Your answer should consist of the lines in the following data that contain "links".

BEGIN DATA LISTING

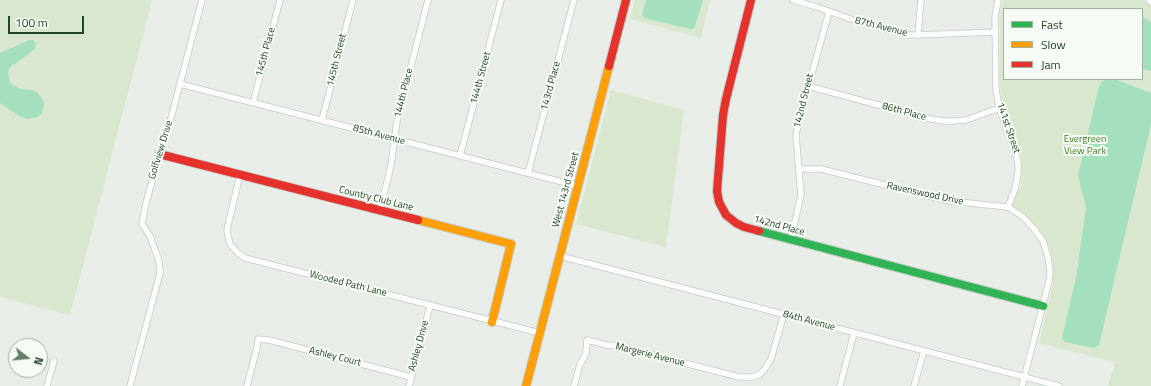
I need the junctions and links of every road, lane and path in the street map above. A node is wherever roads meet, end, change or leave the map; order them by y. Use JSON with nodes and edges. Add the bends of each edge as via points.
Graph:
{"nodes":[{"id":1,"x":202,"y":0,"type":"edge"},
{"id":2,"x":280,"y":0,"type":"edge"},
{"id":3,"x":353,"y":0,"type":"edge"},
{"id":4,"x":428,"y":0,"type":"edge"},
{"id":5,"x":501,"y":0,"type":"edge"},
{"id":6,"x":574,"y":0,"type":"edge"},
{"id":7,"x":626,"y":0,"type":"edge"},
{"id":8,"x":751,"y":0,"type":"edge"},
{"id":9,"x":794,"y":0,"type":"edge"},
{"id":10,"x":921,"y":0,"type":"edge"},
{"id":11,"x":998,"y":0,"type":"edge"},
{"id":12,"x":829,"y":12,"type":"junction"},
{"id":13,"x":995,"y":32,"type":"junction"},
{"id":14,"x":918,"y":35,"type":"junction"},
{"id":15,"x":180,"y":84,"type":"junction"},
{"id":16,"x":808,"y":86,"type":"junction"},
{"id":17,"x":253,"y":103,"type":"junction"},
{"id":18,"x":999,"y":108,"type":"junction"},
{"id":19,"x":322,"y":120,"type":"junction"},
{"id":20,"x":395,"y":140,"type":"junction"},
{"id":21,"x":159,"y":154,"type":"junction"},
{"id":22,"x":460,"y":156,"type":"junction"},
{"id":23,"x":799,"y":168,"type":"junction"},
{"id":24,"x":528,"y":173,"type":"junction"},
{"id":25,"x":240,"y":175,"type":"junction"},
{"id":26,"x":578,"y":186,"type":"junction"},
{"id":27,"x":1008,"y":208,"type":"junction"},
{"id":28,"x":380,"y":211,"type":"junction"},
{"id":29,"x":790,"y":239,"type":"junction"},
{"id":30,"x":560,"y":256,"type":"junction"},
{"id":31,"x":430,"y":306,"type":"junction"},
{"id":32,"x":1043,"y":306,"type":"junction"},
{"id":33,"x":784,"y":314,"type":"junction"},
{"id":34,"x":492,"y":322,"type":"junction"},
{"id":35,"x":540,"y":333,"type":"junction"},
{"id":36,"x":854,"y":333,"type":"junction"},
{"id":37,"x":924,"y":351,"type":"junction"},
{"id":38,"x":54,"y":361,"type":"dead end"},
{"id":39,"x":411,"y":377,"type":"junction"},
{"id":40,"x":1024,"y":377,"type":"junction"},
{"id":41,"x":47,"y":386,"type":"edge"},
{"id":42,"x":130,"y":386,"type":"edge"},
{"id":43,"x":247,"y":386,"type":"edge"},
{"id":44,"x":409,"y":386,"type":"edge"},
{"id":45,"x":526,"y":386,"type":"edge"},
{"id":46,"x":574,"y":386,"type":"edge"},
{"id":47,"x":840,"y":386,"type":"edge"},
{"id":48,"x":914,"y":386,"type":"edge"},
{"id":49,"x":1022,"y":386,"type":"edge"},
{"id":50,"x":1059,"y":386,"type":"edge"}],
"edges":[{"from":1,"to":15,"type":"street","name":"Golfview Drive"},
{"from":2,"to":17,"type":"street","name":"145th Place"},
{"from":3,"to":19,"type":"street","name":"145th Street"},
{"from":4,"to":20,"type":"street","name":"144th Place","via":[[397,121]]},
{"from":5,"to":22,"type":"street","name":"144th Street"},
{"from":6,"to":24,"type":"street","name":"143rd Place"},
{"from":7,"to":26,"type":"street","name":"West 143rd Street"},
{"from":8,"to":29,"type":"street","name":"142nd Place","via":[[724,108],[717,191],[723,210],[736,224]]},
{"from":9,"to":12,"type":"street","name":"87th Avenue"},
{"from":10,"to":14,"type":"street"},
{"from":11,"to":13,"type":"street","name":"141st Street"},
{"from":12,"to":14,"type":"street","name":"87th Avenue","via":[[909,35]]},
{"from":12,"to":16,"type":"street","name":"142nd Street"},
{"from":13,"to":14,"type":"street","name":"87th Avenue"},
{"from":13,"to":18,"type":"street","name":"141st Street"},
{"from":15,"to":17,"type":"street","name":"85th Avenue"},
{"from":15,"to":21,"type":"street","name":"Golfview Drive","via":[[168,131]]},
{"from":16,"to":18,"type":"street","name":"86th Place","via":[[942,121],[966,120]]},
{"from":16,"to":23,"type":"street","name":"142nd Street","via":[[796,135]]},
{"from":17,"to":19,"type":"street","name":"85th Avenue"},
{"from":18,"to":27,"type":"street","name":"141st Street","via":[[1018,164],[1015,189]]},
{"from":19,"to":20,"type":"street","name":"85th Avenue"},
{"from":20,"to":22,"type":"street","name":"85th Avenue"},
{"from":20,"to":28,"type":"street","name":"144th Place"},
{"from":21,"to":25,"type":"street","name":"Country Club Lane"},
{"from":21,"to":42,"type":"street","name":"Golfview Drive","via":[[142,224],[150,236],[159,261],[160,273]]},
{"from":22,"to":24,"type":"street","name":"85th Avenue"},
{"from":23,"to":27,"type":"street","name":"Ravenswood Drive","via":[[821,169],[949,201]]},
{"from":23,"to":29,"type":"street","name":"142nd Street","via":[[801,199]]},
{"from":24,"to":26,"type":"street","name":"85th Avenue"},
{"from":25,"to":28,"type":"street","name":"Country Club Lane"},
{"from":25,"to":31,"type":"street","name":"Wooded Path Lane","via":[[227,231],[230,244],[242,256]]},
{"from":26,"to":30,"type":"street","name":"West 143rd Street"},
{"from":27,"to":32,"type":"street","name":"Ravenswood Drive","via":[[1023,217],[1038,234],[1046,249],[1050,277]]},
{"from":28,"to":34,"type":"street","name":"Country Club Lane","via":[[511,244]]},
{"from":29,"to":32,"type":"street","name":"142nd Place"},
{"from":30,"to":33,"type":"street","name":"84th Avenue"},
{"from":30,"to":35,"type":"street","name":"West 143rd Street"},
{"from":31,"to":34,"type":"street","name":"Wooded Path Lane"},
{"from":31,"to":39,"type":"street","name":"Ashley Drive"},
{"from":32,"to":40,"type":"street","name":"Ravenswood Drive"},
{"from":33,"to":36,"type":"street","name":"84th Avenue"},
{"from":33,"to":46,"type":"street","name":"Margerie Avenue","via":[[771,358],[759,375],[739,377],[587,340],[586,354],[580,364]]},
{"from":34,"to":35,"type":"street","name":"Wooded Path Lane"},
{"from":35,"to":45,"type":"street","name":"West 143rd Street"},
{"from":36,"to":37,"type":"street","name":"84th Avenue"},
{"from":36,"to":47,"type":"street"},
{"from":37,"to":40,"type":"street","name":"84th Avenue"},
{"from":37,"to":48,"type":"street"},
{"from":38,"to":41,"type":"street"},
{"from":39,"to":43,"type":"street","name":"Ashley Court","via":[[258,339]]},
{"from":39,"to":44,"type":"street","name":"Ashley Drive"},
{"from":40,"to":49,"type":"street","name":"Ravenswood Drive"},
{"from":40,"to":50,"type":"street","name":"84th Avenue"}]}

END DATA LISTING
BEGIN DATA LISTING

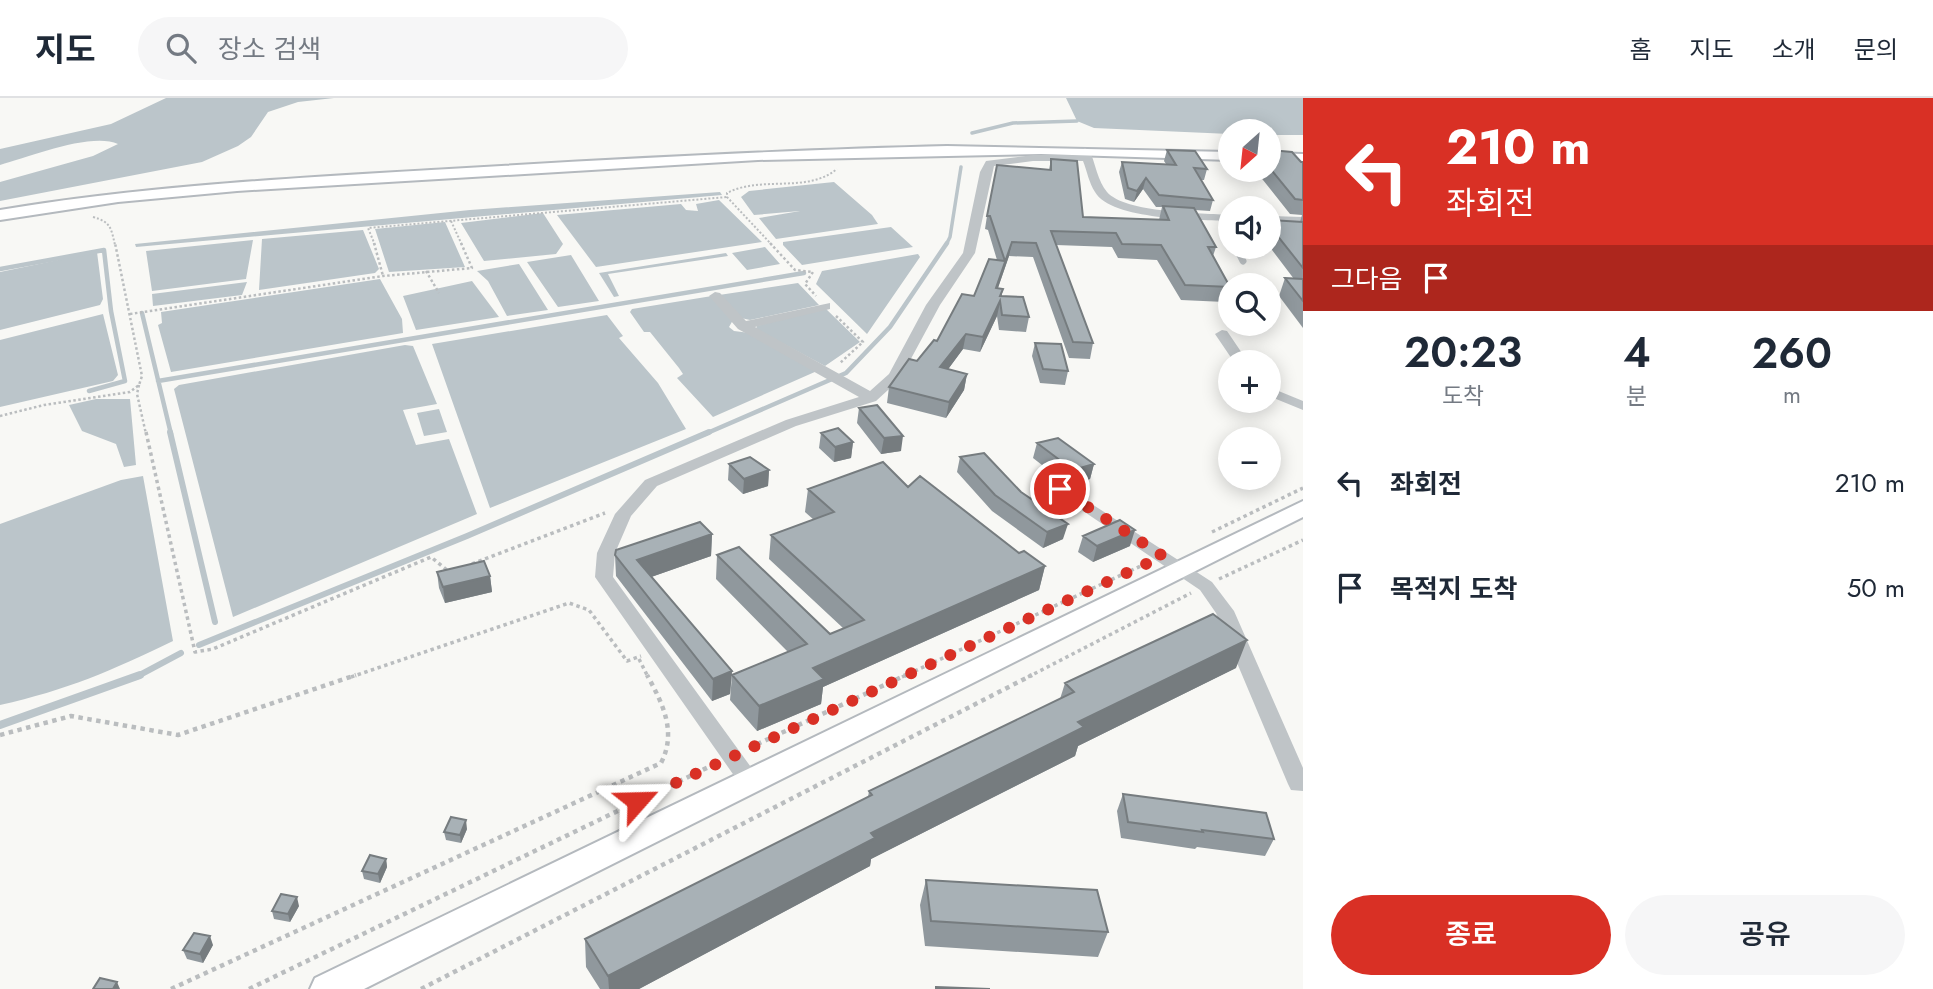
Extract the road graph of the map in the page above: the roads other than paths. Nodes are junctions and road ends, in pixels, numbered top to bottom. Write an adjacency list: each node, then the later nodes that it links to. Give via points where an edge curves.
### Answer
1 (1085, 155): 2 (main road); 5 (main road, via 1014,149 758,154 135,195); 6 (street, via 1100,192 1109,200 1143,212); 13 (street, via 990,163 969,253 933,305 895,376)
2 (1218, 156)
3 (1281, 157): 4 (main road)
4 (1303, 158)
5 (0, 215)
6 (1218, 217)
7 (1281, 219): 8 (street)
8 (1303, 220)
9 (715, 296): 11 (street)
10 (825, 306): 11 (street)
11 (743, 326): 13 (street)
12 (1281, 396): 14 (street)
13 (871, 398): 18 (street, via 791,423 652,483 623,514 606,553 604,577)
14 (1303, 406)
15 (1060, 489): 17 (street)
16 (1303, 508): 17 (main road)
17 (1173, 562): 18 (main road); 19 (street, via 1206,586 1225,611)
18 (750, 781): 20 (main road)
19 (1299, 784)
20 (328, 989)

END DATA LISTING

**RESPONSE TO THE TASK:**
I need the junctions and links of every road, lane and path in the street map above. A node is wherever roads meet, end, change or leave the map; order them by y. Use JSON with nodes and edges. Add the bends of each edge as via points.
Extract the road graph of the map in the page above: the roads other than paths. Nodes are junctions and road ends, in pixels, numbered top to bottom. Write an adjacency list: each node, then the later nodes that it links to. Give via points where an edge curves.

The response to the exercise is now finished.